The new and improved campaign of the ruling coalition to force a revision of the 1987 Constitution as soon as possible is based on the assumption that the supermajority in the House of Representatives (some 88 percent of the 292 seats) will overwhelm the members of the 23-person Senate on any issue because of the principle of joint voting. But this reading of the pertinent constitutional provisions does not only mock the spirit of the Constitution; it also poses a serious danger to the democratic project itself.
To be sure, the main provision related to the responsibility of the Senate and the House convened as a constituent assembly suggests, at first glance, that that reading is right. Article XVII, Section 1 provides that: “Any amendment to, or revision of, this Constitution may be proposed by: 1) The Congress, upon a vote of three-fourths of all its Members; or 2) A constitutional convention.”
When the legislature converts itself into a constituent assembly, a three-quarters vote of all its members is the threshold for passing any amendment of or revision of the Constitution.

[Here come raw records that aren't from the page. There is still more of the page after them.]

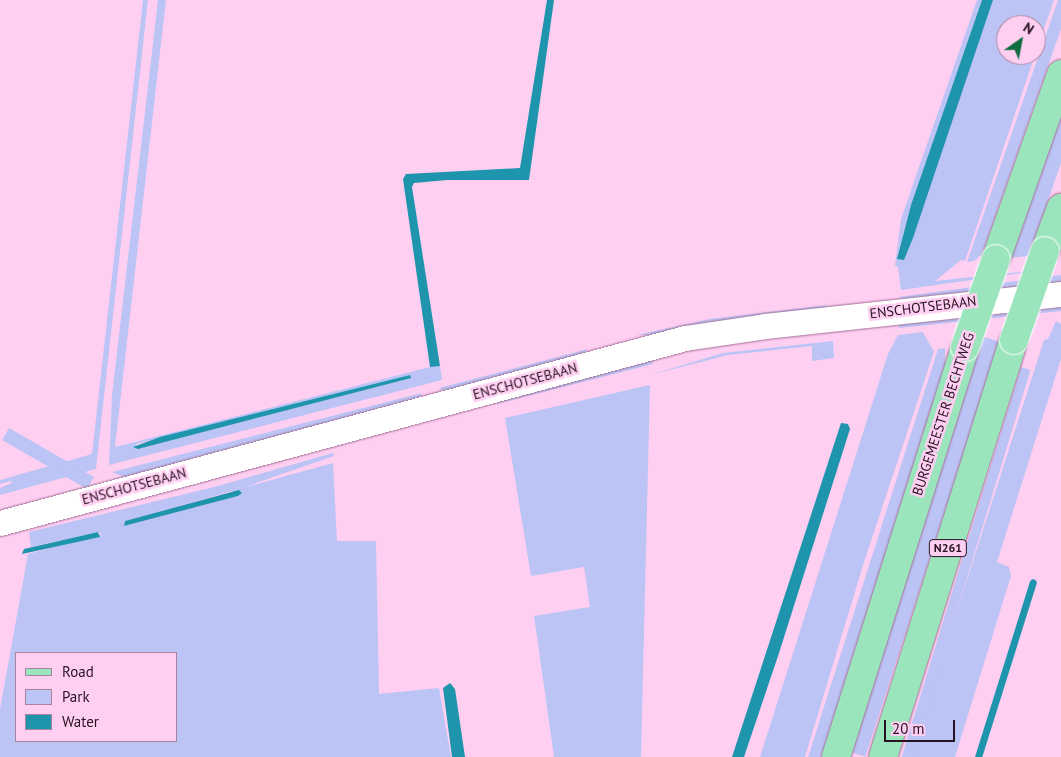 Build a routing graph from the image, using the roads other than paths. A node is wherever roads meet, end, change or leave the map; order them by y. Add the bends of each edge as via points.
1 (1061, 74) edge
2 (1061, 208) edge
3 (1061, 294) edge
4 (0, 523) edge
5 (836, 757) edge
6 (883, 757) edge

1 - 5 main road, BURGEMEESTER BECHTWEG, bridge via 965,347
2 - 6 main road, N261, bridge via 1014,340
3 - 4 street, ENSCHOTSEBAAN via 765,326 686,338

If the reference to “Congress” were to be understood as meaning both the Senate and the House, then the much smaller assembly of senators, elected nationwide, each with the support of millions of voters, will be absorbed, and made irrelevant, in the much larger assembly of representatives, some of whom were elected into office with only tens of thousands of votes. This reading is absurd on its face, and even more absurd when studied closely, and in relation to other provisions in the Constitution.
It is a matter of public record, and indeed of history, that the framers of the 1987 Constitution originally contemplated a unicameral legislature, but belatedly decided on restoring the pre-martial-law system of a bicameral Congress: a Senate elected nationwide, a House of delegates representing geographical constituencies or marginalized sectors organized into party-list groups. As the eminent constitutionalist and former Supreme Court justice Vicente Mendoza has written: “… toward the closing days of its session, the [Constitutional] Commission decided to have a bicameral Congress instead. The draft articles on the legislative department and the executive department were amended to reflect this decision, but not the amendment clause.”

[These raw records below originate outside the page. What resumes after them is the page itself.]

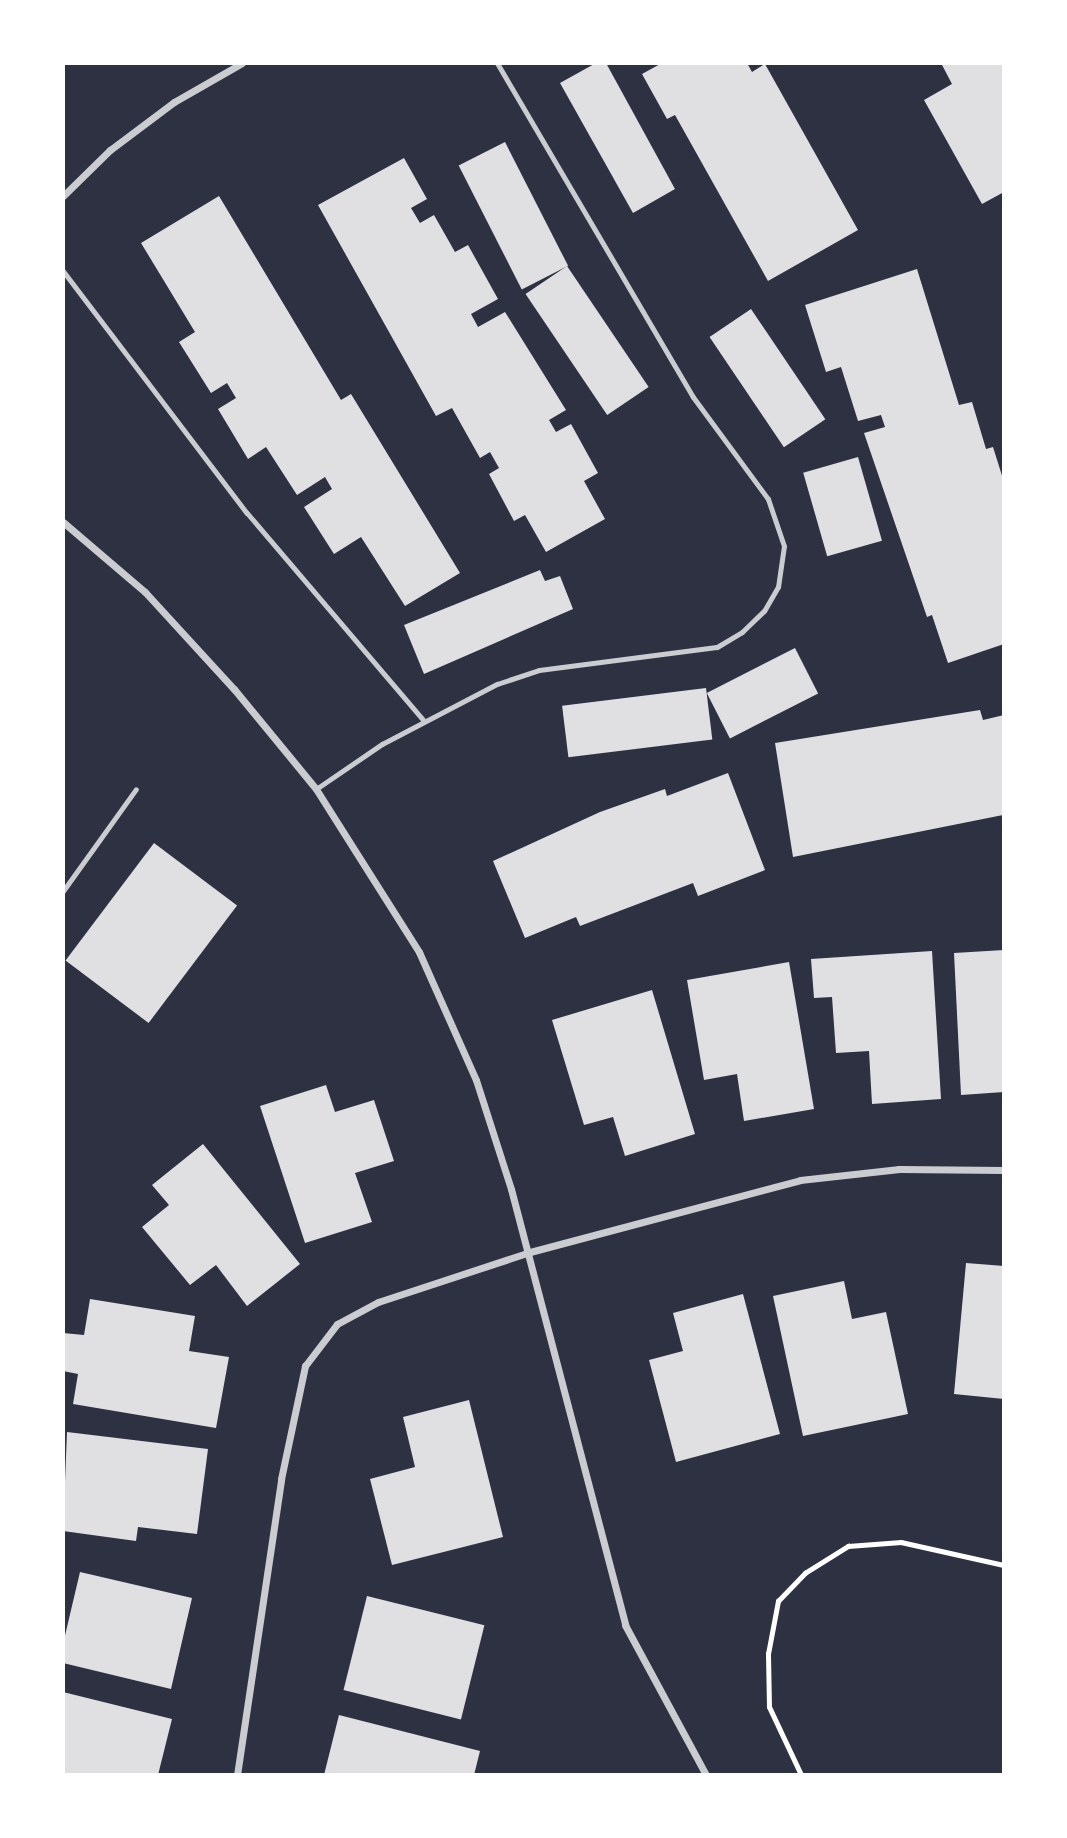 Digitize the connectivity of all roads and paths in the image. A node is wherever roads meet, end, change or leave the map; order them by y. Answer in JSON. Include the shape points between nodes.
{"nodes":[{"id":1,"x":242,"y":63,"type":"edge"},
{"id":2,"x":497,"y":63,"type":"edge"},
{"id":3,"x":63,"y":197,"type":"edge"},
{"id":4,"x":63,"y":271,"type":"edge"},
{"id":5,"x":63,"y":522,"type":"edge"},
{"id":6,"x":424,"y":721,"type":"junction"},
{"id":7,"x":136,"y":789,"type":"dead end"},
{"id":8,"x":316,"y":789,"type":"junction"},
{"id":9,"x":63,"y":891,"type":"edge"},
{"id":10,"x":1004,"y":1170,"type":"edge"},
{"id":11,"x":530,"y":1252,"type":"junction"},
{"id":12,"x":1004,"y":1565,"type":"edge"},
{"id":13,"x":237,"y":1775,"type":"edge"},
{"id":14,"x":706,"y":1775,"type":"edge"},
{"id":15,"x":801,"y":1775,"type":"edge"}],
"edges":[{"from":1,"to":3,"type":"street","via":[[174,102],[121,142]]},
{"from":2,"to":6,"type":"lane","via":[[693,397],[768,499],[784,546],[778,587],[764,611],[717,647],[539,670],[497,684]]},
{"from":4,"to":6,"type":"lane","via":[[247,513]]},
{"from":5,"to":8,"type":"street","via":[[145,592],[234,689]]},
{"from":6,"to":8,"type":"lane"},
{"from":7,"to":9,"type":"lane"},
{"from":8,"to":11,"type":"street","via":[[419,952],[444,1005],[476,1080]]},
{"from":10,"to":11,"type":"street","via":[[899,1169],[800,1180]]},
{"from":11,"to":13,"type":"street","via":[[378,1302],[337,1324],[305,1366],[281,1479]]},
{"from":11,"to":14,"type":"street","via":[[625,1625]]},
{"from":12,"to":15,"type":"path","via":[[901,1542],[848,1546],[805,1573],[778,1601],[768,1654],[769,1707]]}]}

Thus, for instance, in Article VI, Section 23, the first subsection provides that Congress must vote separately “to declare the existence of a state of war.” In 2001, after Joseph Estrada’s ouster, President Gloria Arroyo nominated Sen. Teofisto Guingona Jr. to replace her as vice president—and Congress followed Article VII, Section 9 in voting separately to confirm Guingona.
There are a few more provisions in the Constitution that require the unusual condition of both chambers of Congress meeting jointly but voting separately. And indeed this is only to be expected; when the Constitution created two chambers of Congress, then the character of Congress must be entirely bicameral—even when the two meet as one. What is the point of requiring different qualifications and granting different responsibilities if, on the extraordinary occasions they are called together, senators and representatives are deemed as though these differences did not exist?

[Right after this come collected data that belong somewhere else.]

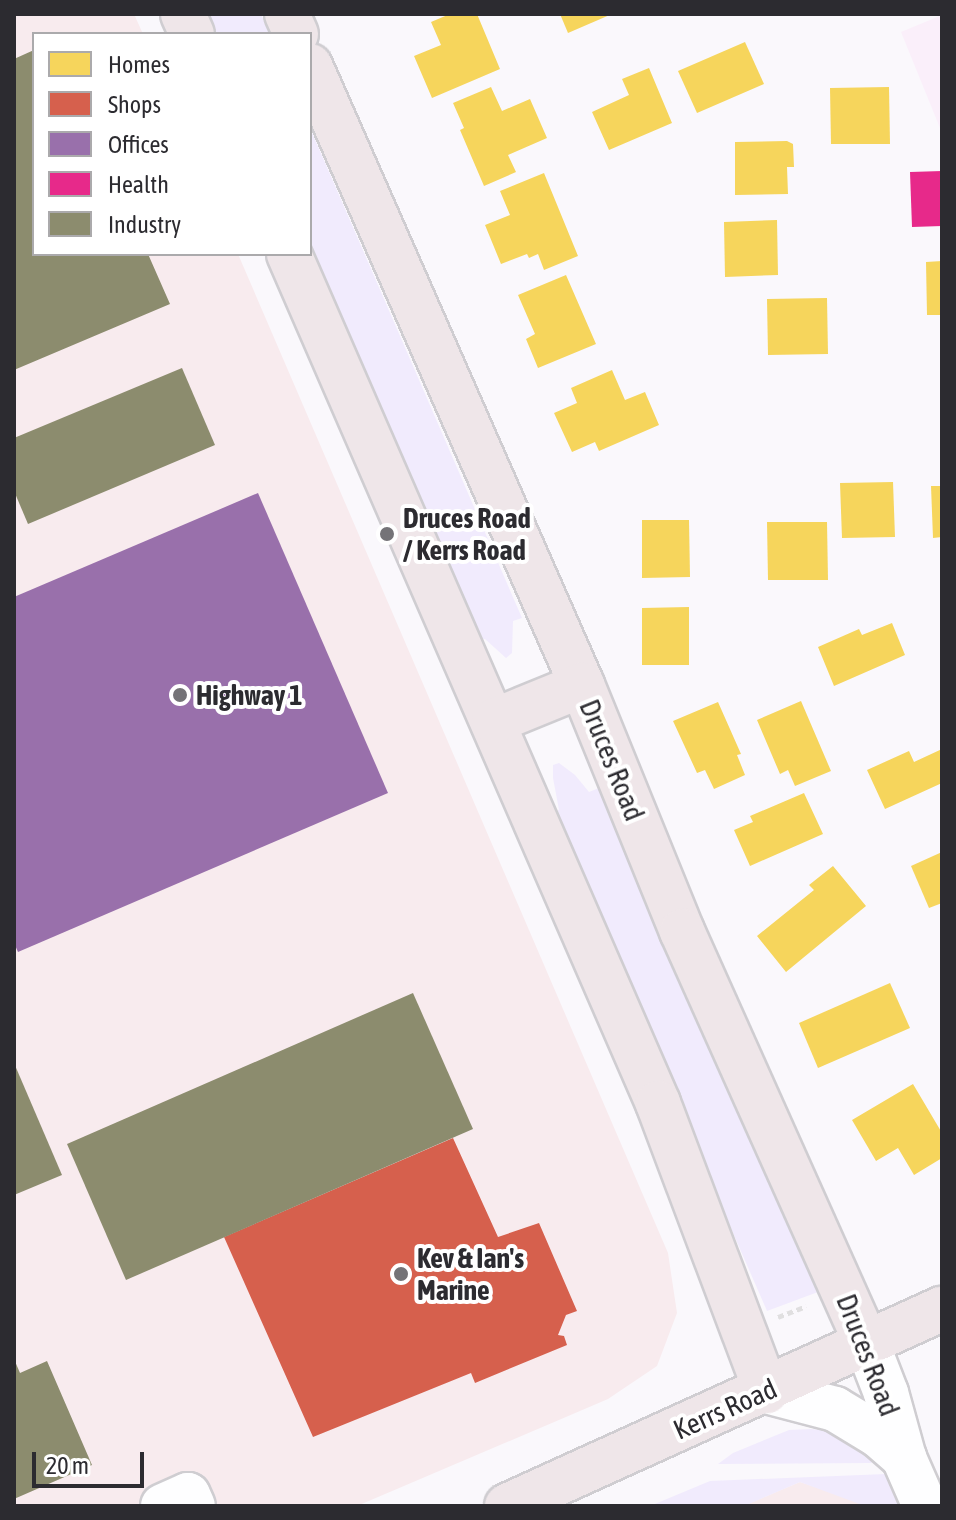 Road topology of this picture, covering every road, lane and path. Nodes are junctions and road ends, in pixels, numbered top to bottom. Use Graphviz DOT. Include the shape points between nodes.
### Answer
graph roads {
  1 [pos="312,71"];
  2 [pos="290,256"];
  3 [pos="582,685"];
  4 [pos="494,721"];
  5 [pos="820,1301"];
  6 [pos="942,1309"];
  7 [pos="770,1320"];
  8 [pos="867,1344"];
  9 [pos="766,1391"];
  10 [pos="904,1458"];
  11 [pos="163,1506"];
  12 [pos="193,1506"];
  13 [pos="507,1506"];
  14 [pos="925,1506"];
  1 -- 3 [label="main road, Druces Road"];
  2 -- 4 [label="main road"];
  3 -- 4 [label="main road"];
  3 -- 8 [label="main road, Druces Road" via="682,931"];
  4 -- 9 [label="main road" via="664,1117"];
  5 -- 7 [label="path"];
  6 -- 8 [label="main road, Kerrs Road"];
  8 -- 9 [label="main road, Kerrs Road"];
  8 -- 10 [label="street, Druces Road"];
  9 -- 10 [label="street, Druces Road" via="835,1409"];
  9 -- 13 [label="main road, Kerrs Road"];
  10 -- 14 [label="street, Druces Road"];
  11 -- 12 [label="street" via="188,1495"];
}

The spirit of checks and balance within the legislative branch of government, of a careful calibration between national and local constituencies, precedes, and must inform, the language of the Constitution itself. It is not only in the amendment clause that unicameralist language was left unchanged. In the martial law provisions, joint voting is also indicated, but already, on four occasions, Congress has followed the principle of separate voting despite meeting jointly: in 2009, and thrice in 2017 in support of President Duterte’s Proclamation No. 26.
The basic principle is the same: As Mendoza reminds us, “unless the two chambers vote separately, the senators can easily be outvoted by the larger number of representatives. This literal interpretation must perforce be rejected.”
Allowing joint voting would be a rejection of the spirit of the Constitution, the lessons of history, and the needs of a still-fragile democracy.